Finalizei a leitura da 6ª obra de Veiga. |
Refeição Cultural - Literatura Brasileira
"Algumas pessoas bem-intencionadas, mas ingênuas, que pensavam estar prestando um serviço ao apontarem erros graves no tratamento, foram enquadradas na lei de repressão aos possangueiros, que é a pior forma de crime aqui no território..."
"É incrível como uma simples lei pode afetar o espírito das pessoas e modificar até a psicologia de toda uma comunidade..."
Domingo, 18 de setembro do ano de 2016. Há quarenta anos saía a quinta obra de José J. Veiga, um de nossos proeminentes autores da literatura brasileira dos anos sessenta e setenta.
Eu só comecei a ler Veiga neste ano, um ano estranho, diferente, de mudanças em nossos cotidianos com o que chega e muda drasticamente nossa vida, nossa rotina, e sem pedir licença, sem nenhuma consulta popular. Sem consentimento.
O ano de 2016 estava marcado para ser aquele em que o Brasil voltou a viver sob estado de exceção, sem democracia e liberdades (e direitos), com os "de fora" ou os derrotados pelo voto popular chegando e tomando o poder na mão grande e alterando drasticamente nosso mundo.
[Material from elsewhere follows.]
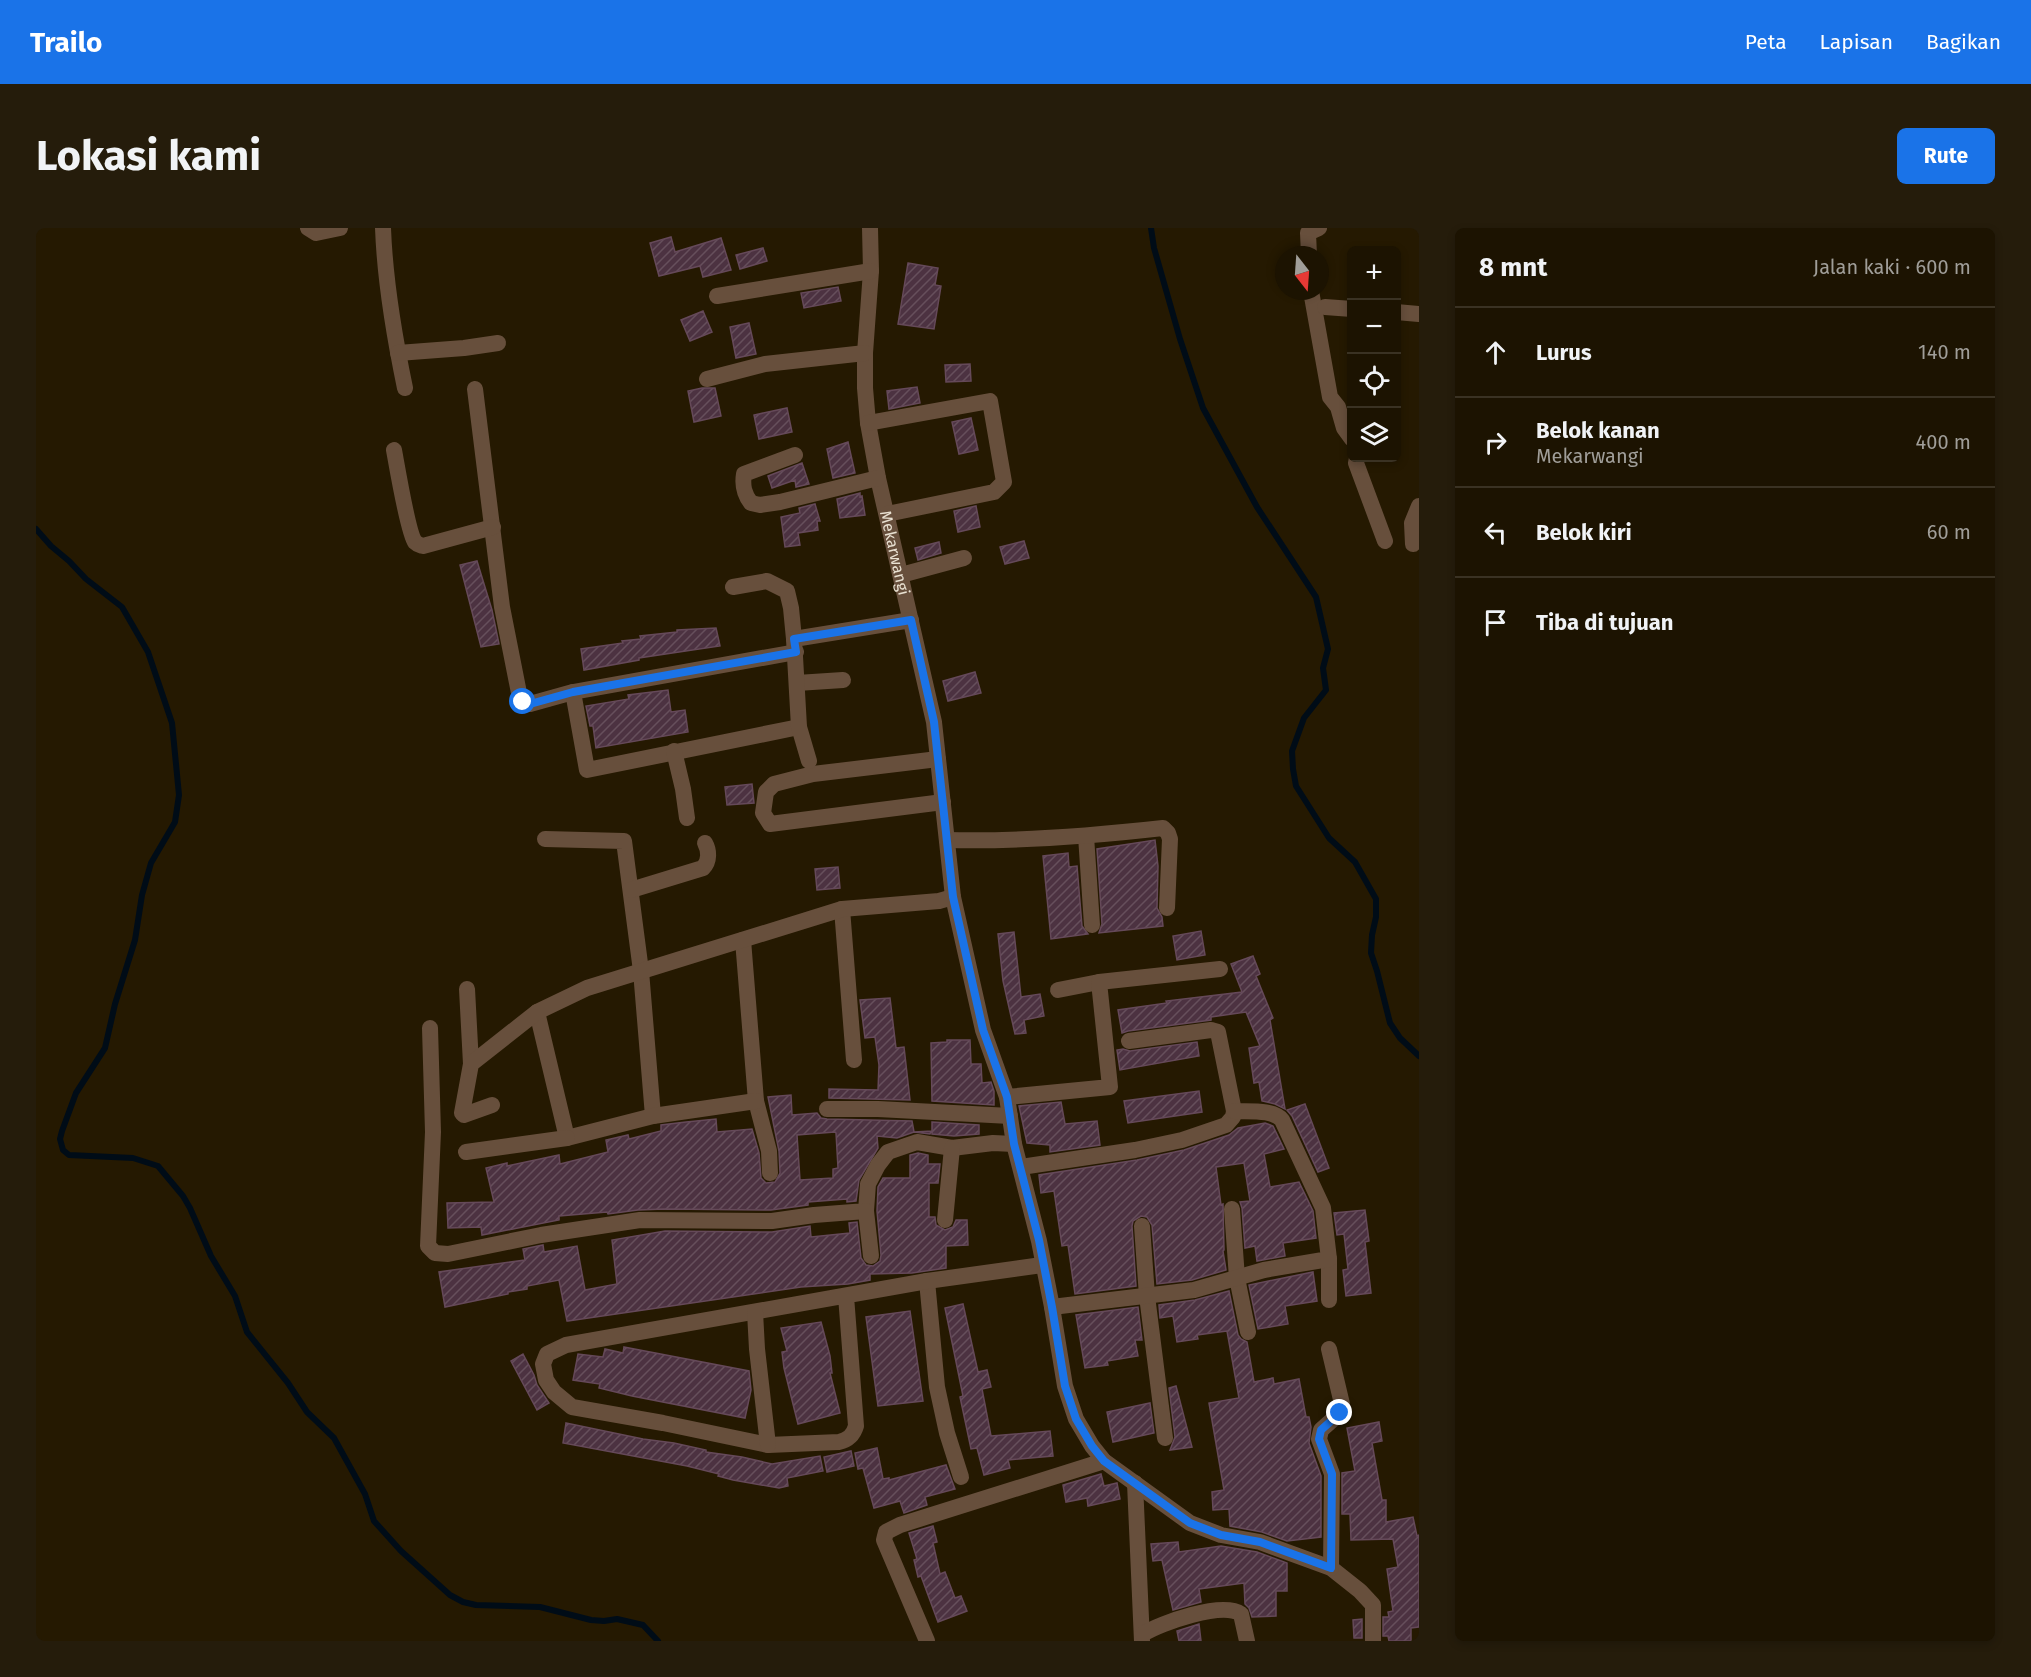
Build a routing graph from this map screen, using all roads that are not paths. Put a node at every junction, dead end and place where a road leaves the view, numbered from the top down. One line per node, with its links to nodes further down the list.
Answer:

A leitura deste 6º livro de Veiga foi feita nos minutos que sobraram, entre um voo a trabalho e um momento de não cochilo em final de semana. A obra me acompanhou nos meus dias de trabalho em Brasília, nas idas ao Acre, ao Rio de Janeiro e a São Paulo.
O estranho que chega e muda - Exatamente assim são as obras de ficção de José J. Veiga, os contos, os romances, as crônicas. O estranho ou o evento estranho chegam a algum lugar e a vida daquela comunidade estará mudada para sempre.
"Os acontecimentos nos apanharam de surpresa. Já estávamos acostumados com o batuque e com a algazarra, e até inclinados a aceitar aquela gente como bons vizinhos, quando eles de repente resolveram por os chifres de fora. Numa só noite atacaram oito canchas nas imediações e levaram tudo o que puderam carregar, inclusive crianças. Na noite seguinte, novo ataque, mais criações roubadas, mais crianças roubadas dos jacás e jiraus. Depois, quando passaram a encontrar resistência, responderam com incêndios e destruições generalizadas..." (Olha como a descrição acima é a cara da nossa história brasileira e latino-americana!)
E o que estamos vivendo neste exato momento em que escrevo? A nossa comunidade, o nosso mundo entrou num período sombrio, labiríntico e meio que sem saída após um conjunto de grupos de poder econômico organizarem um golpe contra o povo e sua jovem democracia, após anos de melhores oportunidades de vida e distribuição de riquezas.
Já li neste ano Os cavalinhos de Platiplanto (1959), A hora dos ruminantes (1966), A máquina extraviada (1967), Sombras de reis barbudos (1972), O professor burrim e as quatro calamidades (1978) e agora Os pecados da tribo (1976).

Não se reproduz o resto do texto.